Nous traversons donc une bonne partie de la Bretagne de l'époque, c'est-à-dire l'Angleterre des tribus celtes qui se livrent une guerre sans merci et où tous les coups bas sont possibles. Les trahisons sont légions, les mariages arrangés de rigueur et les batailles sanglantes à souhait! On ne peut s'empêcher de frémir lors de l'embuscade dont est victime le seigneur et maître de Merlin au début du livre, la cruauté des hommes est ici frontale et sans concession. On retrouve une certaine paix de l'âme lors des passages plus légers qui voient Merlin et son ami le moine Blaise discuter de choses et d'autres pendant leur long périple, on sourit devant la peur panique de Merlin d'embarquer dans une frêle esquif, on reste coi lors de la nuit des morts où Merlin isolé dans la forêt entraperçoit la vérité sur ses origines... On passe par tellement d'états d'exaltation que la fin arrive bien trop vite... Comble du désespoir ma PAL est très fournie et je ne possède pas encore le volume 2. Il va falloir que j'attende un peu pour éviter les foudres de ma chère compagne... 

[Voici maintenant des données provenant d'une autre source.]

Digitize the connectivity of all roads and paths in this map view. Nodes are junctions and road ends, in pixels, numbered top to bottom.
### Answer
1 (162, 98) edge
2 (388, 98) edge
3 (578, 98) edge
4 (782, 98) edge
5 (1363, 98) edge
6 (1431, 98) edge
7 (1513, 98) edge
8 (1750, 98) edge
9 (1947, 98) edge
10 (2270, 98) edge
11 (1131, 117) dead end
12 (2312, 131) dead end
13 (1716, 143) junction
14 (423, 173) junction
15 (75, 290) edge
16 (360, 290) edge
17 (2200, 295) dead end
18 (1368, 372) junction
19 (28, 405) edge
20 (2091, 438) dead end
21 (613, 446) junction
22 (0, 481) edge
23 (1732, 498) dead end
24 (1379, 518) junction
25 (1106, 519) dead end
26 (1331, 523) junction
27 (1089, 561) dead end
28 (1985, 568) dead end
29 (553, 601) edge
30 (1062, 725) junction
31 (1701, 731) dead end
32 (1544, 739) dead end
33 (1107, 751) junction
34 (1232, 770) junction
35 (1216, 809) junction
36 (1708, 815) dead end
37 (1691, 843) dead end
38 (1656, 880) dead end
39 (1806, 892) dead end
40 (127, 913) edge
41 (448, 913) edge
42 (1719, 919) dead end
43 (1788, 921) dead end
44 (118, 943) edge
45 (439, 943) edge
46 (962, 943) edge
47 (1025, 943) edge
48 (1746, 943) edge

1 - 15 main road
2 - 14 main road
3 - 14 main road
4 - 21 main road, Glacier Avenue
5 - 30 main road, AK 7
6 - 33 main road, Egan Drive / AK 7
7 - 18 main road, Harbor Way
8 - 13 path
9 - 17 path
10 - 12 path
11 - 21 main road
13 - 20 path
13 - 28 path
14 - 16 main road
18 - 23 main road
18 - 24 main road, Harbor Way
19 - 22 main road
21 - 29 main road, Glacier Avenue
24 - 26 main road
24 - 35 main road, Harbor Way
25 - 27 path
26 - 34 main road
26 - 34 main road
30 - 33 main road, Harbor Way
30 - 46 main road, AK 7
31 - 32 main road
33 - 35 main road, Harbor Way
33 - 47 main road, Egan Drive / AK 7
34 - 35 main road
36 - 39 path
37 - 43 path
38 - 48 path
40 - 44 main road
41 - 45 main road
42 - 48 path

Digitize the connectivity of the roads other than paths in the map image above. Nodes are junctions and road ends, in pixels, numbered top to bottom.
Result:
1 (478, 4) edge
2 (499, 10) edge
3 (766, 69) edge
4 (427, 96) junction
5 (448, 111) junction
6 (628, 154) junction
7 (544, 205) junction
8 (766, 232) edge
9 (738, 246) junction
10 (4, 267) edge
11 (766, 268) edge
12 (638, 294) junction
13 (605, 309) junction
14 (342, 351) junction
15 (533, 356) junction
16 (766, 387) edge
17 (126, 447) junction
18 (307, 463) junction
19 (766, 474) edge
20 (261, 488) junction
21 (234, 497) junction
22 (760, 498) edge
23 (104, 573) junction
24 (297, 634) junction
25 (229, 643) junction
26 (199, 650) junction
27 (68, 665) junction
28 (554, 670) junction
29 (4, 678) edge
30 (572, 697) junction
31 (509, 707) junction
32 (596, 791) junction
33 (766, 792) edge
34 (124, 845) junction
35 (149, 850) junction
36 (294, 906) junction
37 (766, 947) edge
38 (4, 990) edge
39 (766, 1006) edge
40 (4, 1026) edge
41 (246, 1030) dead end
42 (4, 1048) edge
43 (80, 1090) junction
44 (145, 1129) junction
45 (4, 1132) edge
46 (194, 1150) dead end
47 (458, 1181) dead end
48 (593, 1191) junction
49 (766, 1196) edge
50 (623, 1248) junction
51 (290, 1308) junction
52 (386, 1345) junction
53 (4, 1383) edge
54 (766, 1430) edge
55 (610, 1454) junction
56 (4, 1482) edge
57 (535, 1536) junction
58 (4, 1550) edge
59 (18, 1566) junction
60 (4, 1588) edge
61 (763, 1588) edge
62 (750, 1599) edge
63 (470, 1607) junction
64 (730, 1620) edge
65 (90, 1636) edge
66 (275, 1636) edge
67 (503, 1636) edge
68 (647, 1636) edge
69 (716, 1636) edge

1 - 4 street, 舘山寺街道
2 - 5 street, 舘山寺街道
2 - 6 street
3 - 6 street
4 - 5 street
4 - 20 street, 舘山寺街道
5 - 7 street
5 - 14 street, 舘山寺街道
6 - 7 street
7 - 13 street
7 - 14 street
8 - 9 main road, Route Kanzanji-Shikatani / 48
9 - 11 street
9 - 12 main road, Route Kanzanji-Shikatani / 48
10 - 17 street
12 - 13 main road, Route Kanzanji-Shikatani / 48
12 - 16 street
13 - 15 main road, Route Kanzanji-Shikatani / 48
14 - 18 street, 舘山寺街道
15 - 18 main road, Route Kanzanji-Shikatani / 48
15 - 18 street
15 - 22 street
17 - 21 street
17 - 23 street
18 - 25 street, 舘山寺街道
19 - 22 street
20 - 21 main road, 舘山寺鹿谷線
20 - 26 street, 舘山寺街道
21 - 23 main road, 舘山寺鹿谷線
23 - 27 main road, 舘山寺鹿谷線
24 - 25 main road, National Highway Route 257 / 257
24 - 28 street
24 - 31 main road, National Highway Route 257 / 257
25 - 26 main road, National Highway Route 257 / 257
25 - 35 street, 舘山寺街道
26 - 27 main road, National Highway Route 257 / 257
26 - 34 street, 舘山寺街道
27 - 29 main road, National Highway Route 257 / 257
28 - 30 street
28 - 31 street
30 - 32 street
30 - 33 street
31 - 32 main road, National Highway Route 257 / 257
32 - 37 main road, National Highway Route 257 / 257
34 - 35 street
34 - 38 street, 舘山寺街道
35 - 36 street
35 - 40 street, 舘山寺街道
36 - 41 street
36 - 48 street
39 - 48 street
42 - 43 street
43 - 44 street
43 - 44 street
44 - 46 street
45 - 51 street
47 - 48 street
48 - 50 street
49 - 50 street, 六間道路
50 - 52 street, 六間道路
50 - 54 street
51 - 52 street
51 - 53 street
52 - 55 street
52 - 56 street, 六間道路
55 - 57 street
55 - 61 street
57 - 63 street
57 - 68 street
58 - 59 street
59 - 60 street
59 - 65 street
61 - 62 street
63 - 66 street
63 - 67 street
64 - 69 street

Je n'irai pas par quatre chemins, ce livre est une véritable petite bombe pour tout amateur d'Histoire et de légende, l'auteur maniant à merveille l'écriture et le déroulement de son récit. Passez la surprise du point de vue adopté (pas d'Arthur Pendragon dans ce livre, ils n'auraient pas vécu à la même époque), la lecture de ce roman est un enchantement (sic) de tous les instants. Courez-y, vous ne risquez pas d'être déçus!